Whichever lines include the word "Rhoads", copy them as they appear in the data.

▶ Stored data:
···

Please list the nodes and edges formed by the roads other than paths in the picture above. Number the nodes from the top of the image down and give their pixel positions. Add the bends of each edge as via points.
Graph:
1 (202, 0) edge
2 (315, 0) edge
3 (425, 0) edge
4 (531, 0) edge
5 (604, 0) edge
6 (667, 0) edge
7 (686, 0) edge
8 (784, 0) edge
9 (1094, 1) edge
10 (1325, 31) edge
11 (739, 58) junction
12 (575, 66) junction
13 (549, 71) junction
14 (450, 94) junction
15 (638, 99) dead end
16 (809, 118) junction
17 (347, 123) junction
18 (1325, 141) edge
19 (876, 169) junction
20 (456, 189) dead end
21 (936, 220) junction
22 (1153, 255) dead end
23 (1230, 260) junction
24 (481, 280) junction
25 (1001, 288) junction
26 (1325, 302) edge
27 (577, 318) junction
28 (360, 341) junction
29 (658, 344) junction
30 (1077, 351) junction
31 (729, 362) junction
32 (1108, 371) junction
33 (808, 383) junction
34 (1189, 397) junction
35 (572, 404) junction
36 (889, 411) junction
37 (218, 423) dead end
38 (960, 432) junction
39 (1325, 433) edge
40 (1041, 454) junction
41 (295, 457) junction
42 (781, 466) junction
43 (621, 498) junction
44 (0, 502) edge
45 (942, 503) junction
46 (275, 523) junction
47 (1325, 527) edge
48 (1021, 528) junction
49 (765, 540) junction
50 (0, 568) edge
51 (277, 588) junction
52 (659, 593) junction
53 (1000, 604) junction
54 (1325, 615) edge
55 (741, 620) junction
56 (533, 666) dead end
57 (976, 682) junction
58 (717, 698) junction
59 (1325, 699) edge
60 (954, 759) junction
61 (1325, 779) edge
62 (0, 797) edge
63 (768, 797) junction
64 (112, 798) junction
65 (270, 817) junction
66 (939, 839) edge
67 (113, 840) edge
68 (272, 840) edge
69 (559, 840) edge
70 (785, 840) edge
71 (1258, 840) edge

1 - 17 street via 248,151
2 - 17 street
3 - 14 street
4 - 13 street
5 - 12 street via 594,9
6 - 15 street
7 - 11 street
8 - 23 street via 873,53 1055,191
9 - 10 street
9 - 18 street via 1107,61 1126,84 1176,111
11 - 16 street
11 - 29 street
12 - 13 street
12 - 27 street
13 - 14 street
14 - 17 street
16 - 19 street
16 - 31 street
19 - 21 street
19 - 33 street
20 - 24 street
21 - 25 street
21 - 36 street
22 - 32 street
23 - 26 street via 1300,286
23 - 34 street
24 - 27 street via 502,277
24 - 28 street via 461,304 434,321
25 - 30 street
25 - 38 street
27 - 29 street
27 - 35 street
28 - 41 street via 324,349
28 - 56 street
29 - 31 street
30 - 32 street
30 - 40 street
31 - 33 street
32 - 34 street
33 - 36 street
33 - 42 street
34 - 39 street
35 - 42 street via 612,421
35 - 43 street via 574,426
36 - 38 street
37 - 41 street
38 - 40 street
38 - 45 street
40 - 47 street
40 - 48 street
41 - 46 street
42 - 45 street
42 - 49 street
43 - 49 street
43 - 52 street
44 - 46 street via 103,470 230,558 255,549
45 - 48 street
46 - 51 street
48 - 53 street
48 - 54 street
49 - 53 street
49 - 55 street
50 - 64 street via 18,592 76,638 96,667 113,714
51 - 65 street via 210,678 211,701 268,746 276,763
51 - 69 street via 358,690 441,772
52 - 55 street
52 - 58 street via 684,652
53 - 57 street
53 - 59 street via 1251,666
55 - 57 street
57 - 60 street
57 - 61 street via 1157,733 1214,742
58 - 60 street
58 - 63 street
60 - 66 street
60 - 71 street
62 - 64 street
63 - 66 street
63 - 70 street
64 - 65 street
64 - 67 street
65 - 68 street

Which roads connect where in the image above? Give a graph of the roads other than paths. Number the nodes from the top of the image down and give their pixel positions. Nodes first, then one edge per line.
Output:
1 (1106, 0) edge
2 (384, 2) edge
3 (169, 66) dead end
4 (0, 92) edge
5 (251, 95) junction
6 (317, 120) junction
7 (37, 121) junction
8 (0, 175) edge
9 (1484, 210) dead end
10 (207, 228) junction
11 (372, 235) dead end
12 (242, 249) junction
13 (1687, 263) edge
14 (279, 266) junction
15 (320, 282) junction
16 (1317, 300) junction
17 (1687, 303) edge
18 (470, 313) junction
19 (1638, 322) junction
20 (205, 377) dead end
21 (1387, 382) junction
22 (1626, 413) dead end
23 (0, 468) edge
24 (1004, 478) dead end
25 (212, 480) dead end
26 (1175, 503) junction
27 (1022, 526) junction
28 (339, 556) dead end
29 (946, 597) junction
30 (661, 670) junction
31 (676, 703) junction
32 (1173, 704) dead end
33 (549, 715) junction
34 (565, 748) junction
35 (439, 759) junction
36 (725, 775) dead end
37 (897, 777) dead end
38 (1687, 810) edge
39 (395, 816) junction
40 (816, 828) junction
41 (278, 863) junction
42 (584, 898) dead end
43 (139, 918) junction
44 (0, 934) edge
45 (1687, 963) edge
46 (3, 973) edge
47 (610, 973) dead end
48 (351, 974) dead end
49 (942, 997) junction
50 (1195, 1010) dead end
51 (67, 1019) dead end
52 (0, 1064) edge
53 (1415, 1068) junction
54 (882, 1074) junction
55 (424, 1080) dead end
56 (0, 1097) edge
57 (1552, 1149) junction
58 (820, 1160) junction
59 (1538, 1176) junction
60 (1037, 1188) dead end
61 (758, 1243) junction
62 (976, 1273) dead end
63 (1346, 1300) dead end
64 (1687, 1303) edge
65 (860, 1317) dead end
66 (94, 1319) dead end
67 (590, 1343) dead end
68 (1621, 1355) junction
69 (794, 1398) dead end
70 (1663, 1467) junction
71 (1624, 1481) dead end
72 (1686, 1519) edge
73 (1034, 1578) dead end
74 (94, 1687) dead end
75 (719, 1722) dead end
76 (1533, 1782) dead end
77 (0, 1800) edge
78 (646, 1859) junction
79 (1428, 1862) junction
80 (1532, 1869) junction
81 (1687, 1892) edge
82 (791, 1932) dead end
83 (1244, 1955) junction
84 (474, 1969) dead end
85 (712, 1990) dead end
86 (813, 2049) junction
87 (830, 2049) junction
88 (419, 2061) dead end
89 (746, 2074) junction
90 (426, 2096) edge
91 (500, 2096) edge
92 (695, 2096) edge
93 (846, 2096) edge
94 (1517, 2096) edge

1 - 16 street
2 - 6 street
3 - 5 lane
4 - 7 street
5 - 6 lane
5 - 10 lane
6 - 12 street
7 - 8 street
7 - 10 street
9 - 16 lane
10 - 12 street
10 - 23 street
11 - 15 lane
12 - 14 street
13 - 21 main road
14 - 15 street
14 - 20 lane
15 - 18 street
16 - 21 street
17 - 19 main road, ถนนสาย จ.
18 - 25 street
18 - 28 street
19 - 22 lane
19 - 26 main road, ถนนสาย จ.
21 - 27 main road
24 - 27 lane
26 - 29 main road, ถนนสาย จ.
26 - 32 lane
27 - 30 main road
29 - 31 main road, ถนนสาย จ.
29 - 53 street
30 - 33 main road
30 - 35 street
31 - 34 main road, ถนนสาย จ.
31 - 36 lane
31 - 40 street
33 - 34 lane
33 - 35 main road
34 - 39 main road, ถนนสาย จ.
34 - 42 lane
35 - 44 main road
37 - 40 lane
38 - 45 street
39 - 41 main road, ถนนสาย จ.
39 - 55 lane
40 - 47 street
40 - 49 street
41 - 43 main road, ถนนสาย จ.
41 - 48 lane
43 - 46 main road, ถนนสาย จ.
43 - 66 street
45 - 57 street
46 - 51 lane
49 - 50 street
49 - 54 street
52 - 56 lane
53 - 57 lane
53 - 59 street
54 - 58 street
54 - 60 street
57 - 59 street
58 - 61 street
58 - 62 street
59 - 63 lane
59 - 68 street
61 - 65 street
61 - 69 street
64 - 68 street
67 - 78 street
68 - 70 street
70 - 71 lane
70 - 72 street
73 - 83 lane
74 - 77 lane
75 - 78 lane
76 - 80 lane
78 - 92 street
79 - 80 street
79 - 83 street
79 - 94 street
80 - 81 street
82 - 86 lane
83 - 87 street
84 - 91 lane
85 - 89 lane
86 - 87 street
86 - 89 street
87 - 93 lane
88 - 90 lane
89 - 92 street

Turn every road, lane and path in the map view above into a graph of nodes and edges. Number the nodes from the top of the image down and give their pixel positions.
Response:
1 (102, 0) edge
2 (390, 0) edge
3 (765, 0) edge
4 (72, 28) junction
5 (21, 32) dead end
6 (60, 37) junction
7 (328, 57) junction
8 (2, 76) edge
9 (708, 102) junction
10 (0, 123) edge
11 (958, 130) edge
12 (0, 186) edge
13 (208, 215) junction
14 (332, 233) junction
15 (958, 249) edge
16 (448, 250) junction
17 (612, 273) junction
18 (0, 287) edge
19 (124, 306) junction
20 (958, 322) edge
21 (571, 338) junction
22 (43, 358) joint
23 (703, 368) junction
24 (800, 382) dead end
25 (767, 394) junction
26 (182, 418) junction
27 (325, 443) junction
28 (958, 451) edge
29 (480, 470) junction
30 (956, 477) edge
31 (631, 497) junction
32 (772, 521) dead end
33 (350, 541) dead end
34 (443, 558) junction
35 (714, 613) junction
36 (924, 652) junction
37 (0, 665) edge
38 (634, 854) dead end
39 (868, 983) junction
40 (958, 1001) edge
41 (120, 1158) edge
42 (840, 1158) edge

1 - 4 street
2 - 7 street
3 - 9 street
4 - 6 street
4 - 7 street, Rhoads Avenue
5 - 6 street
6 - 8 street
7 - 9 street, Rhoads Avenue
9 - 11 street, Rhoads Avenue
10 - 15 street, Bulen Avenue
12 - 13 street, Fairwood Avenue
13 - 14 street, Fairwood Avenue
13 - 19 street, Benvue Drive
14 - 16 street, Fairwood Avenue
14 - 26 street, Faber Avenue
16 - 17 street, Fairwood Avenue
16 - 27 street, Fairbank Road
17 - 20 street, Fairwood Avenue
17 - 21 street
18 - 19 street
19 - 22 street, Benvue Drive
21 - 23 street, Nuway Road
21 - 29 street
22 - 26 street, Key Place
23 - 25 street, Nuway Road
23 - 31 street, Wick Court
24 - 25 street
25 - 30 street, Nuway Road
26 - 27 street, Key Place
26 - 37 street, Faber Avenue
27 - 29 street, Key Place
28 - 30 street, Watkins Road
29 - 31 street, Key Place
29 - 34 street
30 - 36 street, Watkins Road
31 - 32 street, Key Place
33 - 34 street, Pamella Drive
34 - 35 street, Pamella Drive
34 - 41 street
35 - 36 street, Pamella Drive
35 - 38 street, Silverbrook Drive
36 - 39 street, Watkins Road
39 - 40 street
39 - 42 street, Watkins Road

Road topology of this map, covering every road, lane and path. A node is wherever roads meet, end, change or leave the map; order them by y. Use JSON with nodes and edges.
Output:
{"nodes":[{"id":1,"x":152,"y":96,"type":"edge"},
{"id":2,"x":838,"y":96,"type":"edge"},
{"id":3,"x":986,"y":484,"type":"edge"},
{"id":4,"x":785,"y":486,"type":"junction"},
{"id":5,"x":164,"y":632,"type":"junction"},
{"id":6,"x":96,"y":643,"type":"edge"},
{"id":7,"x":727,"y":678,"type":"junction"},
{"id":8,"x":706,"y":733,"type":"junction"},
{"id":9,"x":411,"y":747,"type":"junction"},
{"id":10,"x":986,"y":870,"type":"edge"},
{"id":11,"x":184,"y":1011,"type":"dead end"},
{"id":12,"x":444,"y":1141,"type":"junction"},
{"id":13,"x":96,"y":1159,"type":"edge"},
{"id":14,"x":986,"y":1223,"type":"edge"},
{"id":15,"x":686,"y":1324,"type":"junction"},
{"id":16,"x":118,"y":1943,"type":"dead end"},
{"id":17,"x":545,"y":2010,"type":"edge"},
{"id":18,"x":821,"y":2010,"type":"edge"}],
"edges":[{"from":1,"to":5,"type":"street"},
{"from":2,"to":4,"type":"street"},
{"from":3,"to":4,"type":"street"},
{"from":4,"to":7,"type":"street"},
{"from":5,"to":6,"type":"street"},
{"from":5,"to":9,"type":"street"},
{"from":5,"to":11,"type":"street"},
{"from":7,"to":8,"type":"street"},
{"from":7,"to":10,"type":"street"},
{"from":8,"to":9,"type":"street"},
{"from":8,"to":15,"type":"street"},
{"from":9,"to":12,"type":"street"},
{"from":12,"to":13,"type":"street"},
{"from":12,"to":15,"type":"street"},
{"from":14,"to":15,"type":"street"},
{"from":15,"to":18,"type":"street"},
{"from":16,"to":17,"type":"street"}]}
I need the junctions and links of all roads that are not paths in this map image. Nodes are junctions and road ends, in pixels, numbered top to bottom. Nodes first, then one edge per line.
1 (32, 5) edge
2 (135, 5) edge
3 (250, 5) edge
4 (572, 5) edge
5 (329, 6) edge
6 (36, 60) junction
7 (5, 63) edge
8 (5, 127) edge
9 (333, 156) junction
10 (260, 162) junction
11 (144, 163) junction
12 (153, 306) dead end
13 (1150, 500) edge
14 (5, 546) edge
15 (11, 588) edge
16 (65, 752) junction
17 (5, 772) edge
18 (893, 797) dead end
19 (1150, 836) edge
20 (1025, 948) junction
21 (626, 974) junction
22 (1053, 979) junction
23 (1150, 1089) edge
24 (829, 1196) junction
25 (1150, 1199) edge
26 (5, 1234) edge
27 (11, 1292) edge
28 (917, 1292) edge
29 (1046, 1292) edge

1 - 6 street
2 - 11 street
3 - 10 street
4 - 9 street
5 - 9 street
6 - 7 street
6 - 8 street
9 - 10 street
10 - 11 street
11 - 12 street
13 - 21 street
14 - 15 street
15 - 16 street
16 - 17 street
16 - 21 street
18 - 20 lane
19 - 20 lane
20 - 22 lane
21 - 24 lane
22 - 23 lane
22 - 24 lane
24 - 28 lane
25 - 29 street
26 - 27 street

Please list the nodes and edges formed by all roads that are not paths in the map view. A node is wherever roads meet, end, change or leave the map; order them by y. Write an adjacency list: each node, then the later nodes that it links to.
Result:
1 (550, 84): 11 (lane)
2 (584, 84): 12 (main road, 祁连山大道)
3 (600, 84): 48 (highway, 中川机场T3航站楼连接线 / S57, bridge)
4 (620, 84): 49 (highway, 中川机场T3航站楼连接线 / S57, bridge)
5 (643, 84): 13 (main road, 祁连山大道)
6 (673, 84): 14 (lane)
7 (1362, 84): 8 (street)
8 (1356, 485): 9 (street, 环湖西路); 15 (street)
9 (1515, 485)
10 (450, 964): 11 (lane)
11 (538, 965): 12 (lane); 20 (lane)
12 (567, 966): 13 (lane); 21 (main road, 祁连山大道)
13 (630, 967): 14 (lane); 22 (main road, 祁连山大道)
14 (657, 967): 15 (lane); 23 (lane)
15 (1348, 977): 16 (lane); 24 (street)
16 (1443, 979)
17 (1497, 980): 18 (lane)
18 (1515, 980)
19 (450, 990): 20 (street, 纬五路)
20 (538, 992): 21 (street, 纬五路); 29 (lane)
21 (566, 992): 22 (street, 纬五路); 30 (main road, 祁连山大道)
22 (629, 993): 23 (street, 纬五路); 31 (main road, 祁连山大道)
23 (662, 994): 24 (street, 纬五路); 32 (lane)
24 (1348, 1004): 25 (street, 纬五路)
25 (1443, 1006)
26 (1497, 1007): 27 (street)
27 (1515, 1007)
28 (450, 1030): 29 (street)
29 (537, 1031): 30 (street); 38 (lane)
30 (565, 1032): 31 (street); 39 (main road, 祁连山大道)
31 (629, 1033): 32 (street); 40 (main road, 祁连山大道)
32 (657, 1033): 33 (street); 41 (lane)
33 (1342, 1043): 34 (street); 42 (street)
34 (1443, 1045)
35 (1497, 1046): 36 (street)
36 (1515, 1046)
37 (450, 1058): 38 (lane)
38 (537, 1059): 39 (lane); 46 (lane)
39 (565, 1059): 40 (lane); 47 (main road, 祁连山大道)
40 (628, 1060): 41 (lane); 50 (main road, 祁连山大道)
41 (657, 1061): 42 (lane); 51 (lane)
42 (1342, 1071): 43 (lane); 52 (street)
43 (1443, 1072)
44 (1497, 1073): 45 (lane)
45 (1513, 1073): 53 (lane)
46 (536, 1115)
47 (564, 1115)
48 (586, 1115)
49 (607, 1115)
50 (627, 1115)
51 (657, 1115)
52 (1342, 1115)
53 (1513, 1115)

···

▶ Your solution:
4 - 7 street, Rhoads Avenue
7 - 9 street, Rhoads Avenue
9 - 11 street, Rhoads Avenue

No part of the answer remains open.